Supplied entries>
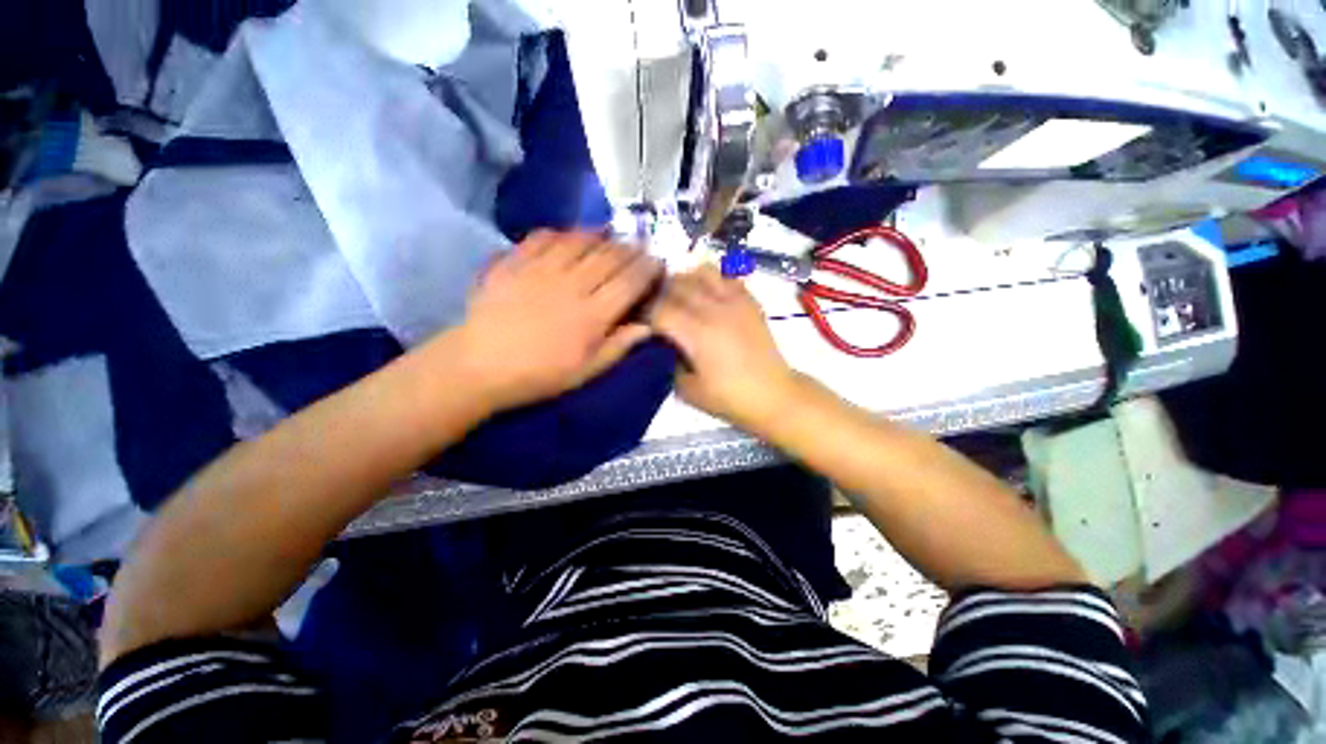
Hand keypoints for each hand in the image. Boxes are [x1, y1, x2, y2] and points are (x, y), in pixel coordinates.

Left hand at [453, 231, 662, 410]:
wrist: (480, 365)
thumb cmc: (540, 374)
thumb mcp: (586, 371)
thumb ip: (618, 346)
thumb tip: (648, 327)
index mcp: (592, 315)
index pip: (630, 282)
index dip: (649, 269)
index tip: (659, 262)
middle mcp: (572, 285)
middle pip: (610, 256)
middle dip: (631, 248)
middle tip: (640, 246)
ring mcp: (541, 269)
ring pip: (580, 240)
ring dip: (600, 235)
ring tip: (610, 235)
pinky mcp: (516, 261)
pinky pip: (544, 236)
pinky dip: (562, 233)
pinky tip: (568, 238)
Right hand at [648, 266, 798, 426]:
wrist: (773, 395)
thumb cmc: (729, 398)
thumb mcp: (687, 390)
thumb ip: (668, 364)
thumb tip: (664, 344)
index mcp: (696, 333)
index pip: (659, 309)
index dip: (644, 314)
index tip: (640, 323)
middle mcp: (714, 309)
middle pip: (677, 284)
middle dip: (660, 295)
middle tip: (655, 309)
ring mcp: (735, 301)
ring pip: (701, 271)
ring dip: (685, 281)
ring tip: (681, 297)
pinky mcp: (750, 301)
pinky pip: (726, 276)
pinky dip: (711, 279)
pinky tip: (708, 295)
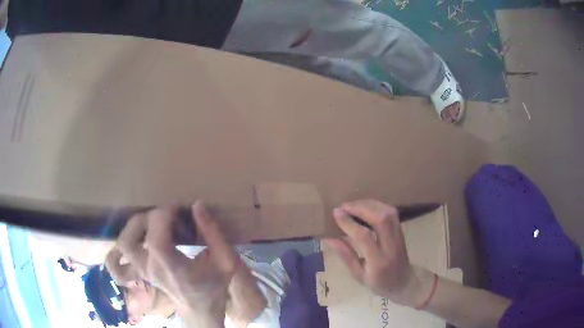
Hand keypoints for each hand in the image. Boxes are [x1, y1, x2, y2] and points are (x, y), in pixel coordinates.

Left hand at [107, 201, 237, 326]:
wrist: (202, 311)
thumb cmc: (214, 287)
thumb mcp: (225, 261)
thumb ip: (213, 233)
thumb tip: (197, 206)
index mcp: (171, 267)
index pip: (155, 235)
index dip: (163, 214)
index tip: (177, 208)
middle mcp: (150, 269)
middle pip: (130, 238)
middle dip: (146, 217)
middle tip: (164, 215)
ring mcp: (141, 273)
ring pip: (122, 246)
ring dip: (132, 228)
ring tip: (149, 222)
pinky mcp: (139, 274)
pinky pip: (116, 265)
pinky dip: (117, 251)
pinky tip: (128, 240)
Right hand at [326, 199, 433, 306]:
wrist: (404, 283)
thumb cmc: (379, 284)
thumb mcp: (358, 275)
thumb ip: (346, 255)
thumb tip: (329, 237)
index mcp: (378, 262)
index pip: (364, 236)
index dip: (349, 223)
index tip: (336, 213)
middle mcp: (391, 246)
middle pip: (381, 218)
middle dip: (361, 208)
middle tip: (344, 206)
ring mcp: (399, 237)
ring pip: (388, 212)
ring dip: (369, 204)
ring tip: (353, 205)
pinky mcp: (401, 231)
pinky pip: (391, 213)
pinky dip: (377, 206)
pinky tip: (366, 207)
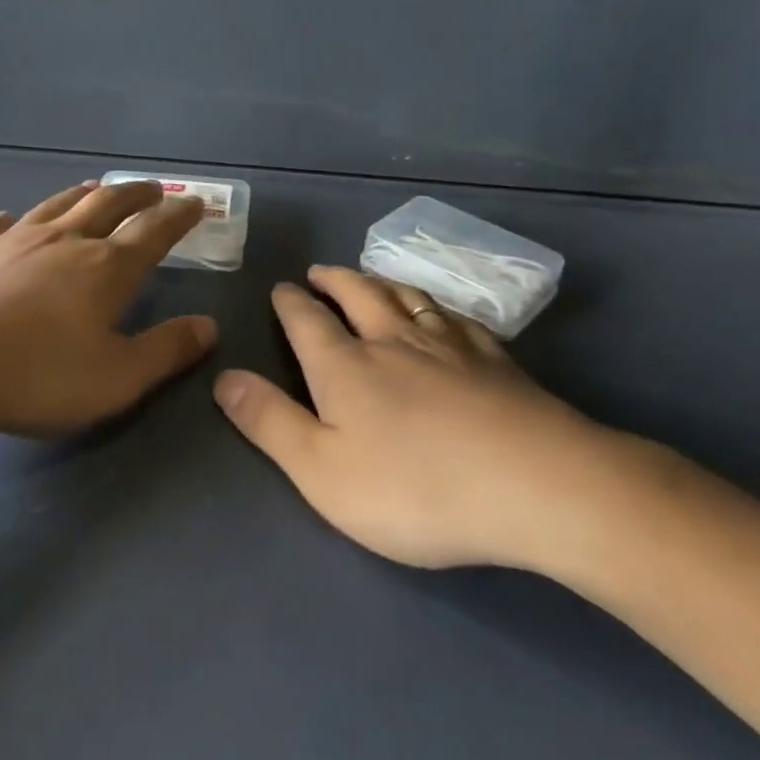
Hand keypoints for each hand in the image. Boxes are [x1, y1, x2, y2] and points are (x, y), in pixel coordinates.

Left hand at [0, 180, 215, 445]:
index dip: (178, 216)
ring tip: (96, 188)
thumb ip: (166, 351)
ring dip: (83, 195)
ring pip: (57, 205)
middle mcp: (63, 241)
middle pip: (108, 204)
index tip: (195, 203)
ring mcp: (11, 239)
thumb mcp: (116, 378)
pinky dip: (13, 220)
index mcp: (105, 268)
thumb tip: (209, 326)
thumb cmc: (34, 376)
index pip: (154, 231)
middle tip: (152, 188)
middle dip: (136, 194)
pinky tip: (9, 220)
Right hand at [213, 266, 645, 572]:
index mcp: (346, 366)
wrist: (535, 487)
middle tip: (320, 271)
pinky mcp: (497, 362)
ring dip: (382, 282)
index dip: (290, 302)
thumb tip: (224, 377)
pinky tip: (444, 314)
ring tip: (371, 278)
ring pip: (409, 298)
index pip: (307, 320)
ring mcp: (451, 347)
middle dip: (334, 280)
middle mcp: (394, 341)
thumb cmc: (415, 488)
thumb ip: (269, 422)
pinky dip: (438, 307)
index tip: (282, 287)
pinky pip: (458, 319)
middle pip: (359, 294)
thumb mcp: (322, 471)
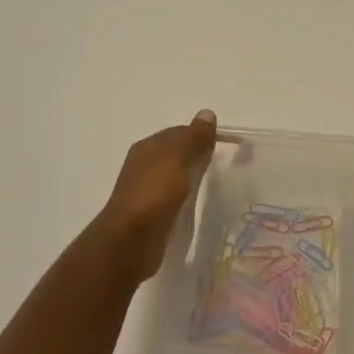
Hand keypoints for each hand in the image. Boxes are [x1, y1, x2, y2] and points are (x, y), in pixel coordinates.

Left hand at [93, 111, 218, 282]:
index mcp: (147, 147)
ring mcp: (145, 190)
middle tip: (221, 163)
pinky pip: (172, 197)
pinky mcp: (150, 214)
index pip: (178, 132)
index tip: (222, 144)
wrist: (131, 241)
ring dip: (190, 176)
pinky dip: (184, 196)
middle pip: (175, 153)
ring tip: (213, 183)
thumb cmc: (154, 193)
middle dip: (195, 155)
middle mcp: (144, 165)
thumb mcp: (178, 158)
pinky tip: (196, 203)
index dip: (199, 135)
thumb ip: (194, 137)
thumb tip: (207, 112)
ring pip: (173, 176)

Your assignment>
Omit every image. Quote each record exactly.

Response for this exercise>
Hand keypoints for each hand in the image. Boxes are [x1, y1, x2, y2] and points are (x, y), in pixel coordinates.

Left hand at [453, 231, 662, 410]:
wrist: (480, 365)
thumb cmc: (540, 374)
thumb mcp: (586, 371)
thumb ip: (618, 346)
thumb tip: (648, 327)
index mcp: (592, 315)
index pip: (630, 282)
index dip: (649, 269)
index tip: (659, 262)
middle mcp: (572, 285)
middle pip: (610, 256)
middle dip: (631, 248)
middle tip: (640, 246)
ring mcp: (541, 269)
ring pip: (580, 240)
ring dip: (600, 235)
ring tip: (610, 235)
pinky mcp: (516, 261)
pinky pip: (544, 236)
pinky dip: (562, 233)
pinky tip: (568, 238)
Right hand at [648, 266, 798, 426]:
wrist: (773, 395)
thumb cmc: (729, 398)
thumb mcp: (687, 390)
thumb ip: (668, 364)
thumb tip: (664, 344)
index mcp: (696, 333)
index pip: (659, 309)
index dip: (644, 314)
index tip: (640, 323)
middle mcp: (714, 309)
middle pip: (677, 284)
middle dip: (660, 295)
middle tip: (655, 309)
ring mcp: (735, 301)
ring pip: (701, 271)
ring dip: (685, 281)
ring tip: (681, 297)
pinky mcp: (750, 301)
pinky pip: (726, 276)
pinky dip: (711, 279)
pinky tip: (708, 295)
Hand keypoints for each hand in the image. Boxes are [x1, y1, x2, y2] and points are (x, y), in pixel coordinates.

Left hand at [107, 201, 237, 326]:
wrist: (202, 311)
thumb cmc: (214, 287)
thumb mcp: (225, 261)
thumb ip: (213, 233)
thumb tip: (197, 206)
index mcp: (171, 267)
index pip: (155, 235)
index dip: (163, 214)
index tip: (177, 208)
middle mcp: (150, 269)
middle pip: (130, 238)
middle dip: (146, 217)
middle tip: (164, 215)
ring mcp: (141, 273)
ring pip: (122, 246)
ring dip: (132, 228)
ring tip: (149, 222)
pinky mcp: (139, 274)
pinky pip: (116, 265)
pinky dip: (117, 251)
pinky tip: (128, 240)
Right hand at [326, 199, 433, 306]:
wrist: (404, 283)
thumb cmc: (379, 284)
thumb mcp: (358, 275)
thumb ip: (346, 255)
thumb tip: (329, 237)
index mcp: (378, 262)
index pip: (364, 236)
index dip: (349, 223)
index tip: (336, 213)
middle mcp: (391, 246)
middle pip: (381, 218)
middle dip: (361, 208)
middle tip: (344, 206)
ring mcp: (399, 237)
ring pip: (388, 212)
ring dip: (369, 204)
ring tip: (353, 205)
pinky mcp: (401, 231)
pinky pip: (391, 213)
pinky dip: (377, 206)
pinky tip: (366, 207)
Hand keypoints for each hand in the image. Boxes are [x1, y1, x2, y2] and points are (x, y), in pixel coordinates.

Left hand at [0, 180, 215, 445]:
index dip: (178, 216)
ring tip: (96, 188)
thumb ip: (166, 351)
ring dip: (83, 195)
ring pip: (57, 205)
middle mcp: (63, 241)
middle pip: (108, 204)
index tip: (195, 203)
ring mcp: (11, 239)
thumb mcp: (116, 378)
pinky dip: (13, 220)
index mcp: (105, 268)
thumb tip: (209, 326)
thumb cmc: (34, 376)
index pip: (154, 231)
middle tip: (152, 188)
middle dip: (136, 194)
pinky tip: (9, 220)
Right hand at [213, 266, 645, 572]:
index mcp: (346, 366)
wrist: (535, 487)
middle tip: (320, 271)
pinky mcp: (497, 362)
ring dip: (382, 282)
index dip: (290, 302)
thumb tip: (224, 377)
pinky tip: (444, 314)
ring tip: (371, 278)
ring pip: (409, 298)
index pip: (307, 320)
ring mcp: (451, 347)
middle dip: (334, 280)
middle mcp: (394, 341)
thumb cmc: (415, 488)
thumb ip: (269, 422)
pinky dip: (438, 307)
index tip: (282, 287)
pinky pip: (458, 319)
middle pip: (359, 294)
thumb mcp: (322, 471)
Hand keypoints for each hand in the image. Boxes are [x1, y1, x2, y2] and points are (x, y), in pixel coordinates.

Left hand at [93, 111, 218, 282]:
index mcp: (147, 147)
ring mcp: (145, 190)
middle tip: (221, 163)
pinky pip: (172, 197)
pinky mcp: (150, 214)
index pip: (178, 132)
index tip: (222, 144)
wrist: (131, 241)
ring dip: (190, 176)
pinky dip: (184, 196)
middle pip: (175, 153)
ring tip: (213, 183)
thumb cmc: (154, 193)
middle dip: (195, 155)
middle mcp: (144, 165)
thumb mcp: (178, 158)
pinky tip: (196, 203)
index dip: (199, 135)
thumb ip: (194, 137)
thumb tip: (207, 112)
ring pip: (173, 176)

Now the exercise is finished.